**Your objective:**
Print, in exact form, the lines below from the one containing "pinky mcp: (584, 192)" through the one containing "ring pip: (523, 140)", and omit all others.

**Data to use:**
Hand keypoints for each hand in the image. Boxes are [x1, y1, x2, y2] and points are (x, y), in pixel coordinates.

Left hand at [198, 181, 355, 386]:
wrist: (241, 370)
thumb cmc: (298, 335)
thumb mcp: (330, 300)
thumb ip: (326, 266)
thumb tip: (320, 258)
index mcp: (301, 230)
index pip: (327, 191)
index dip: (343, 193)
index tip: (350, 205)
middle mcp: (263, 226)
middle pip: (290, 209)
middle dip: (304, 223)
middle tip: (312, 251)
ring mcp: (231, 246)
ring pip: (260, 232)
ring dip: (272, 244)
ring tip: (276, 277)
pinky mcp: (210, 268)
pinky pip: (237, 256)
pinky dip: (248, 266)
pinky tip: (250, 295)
==
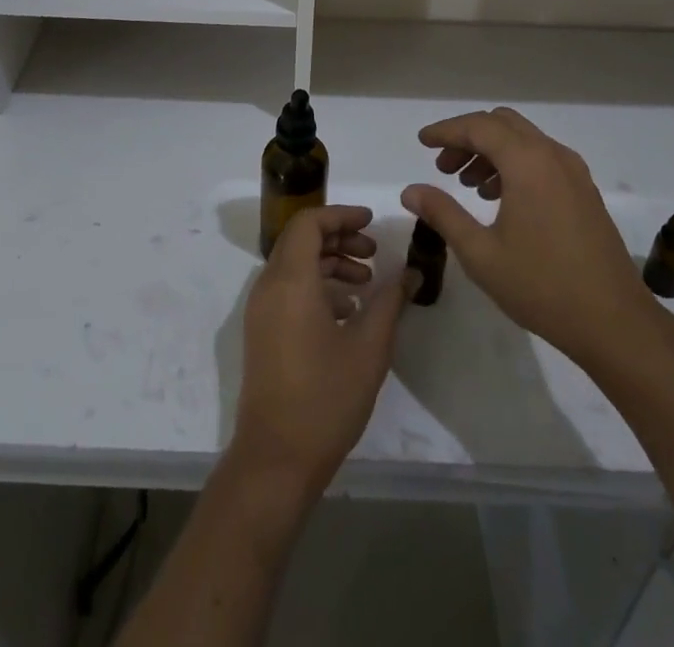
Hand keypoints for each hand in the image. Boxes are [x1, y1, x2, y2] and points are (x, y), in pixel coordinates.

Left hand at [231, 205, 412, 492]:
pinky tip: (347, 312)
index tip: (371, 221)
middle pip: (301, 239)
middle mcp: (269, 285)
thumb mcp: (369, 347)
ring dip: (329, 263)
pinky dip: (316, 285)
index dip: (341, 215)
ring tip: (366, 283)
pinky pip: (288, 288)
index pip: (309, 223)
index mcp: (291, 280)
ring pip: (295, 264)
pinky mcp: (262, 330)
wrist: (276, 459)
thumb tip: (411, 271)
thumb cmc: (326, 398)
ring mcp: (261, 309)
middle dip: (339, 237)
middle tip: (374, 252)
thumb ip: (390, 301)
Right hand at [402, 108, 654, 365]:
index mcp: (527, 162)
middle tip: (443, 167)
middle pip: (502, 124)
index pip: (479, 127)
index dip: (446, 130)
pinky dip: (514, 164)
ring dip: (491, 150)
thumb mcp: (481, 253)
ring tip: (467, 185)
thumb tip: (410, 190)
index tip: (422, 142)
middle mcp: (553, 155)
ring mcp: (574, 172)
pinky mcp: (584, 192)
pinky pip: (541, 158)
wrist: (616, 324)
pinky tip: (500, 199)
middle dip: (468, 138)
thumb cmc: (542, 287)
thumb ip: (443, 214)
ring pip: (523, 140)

**Solved problem:**
pinky mcp: (584, 192)
pinky pip: (541, 158)
wrist: (616, 324)
pinky tip: (500, 199)
middle dip: (468, 138)
thumb cmc: (542, 287)
thumb ip: (443, 214)
ring pip: (523, 140)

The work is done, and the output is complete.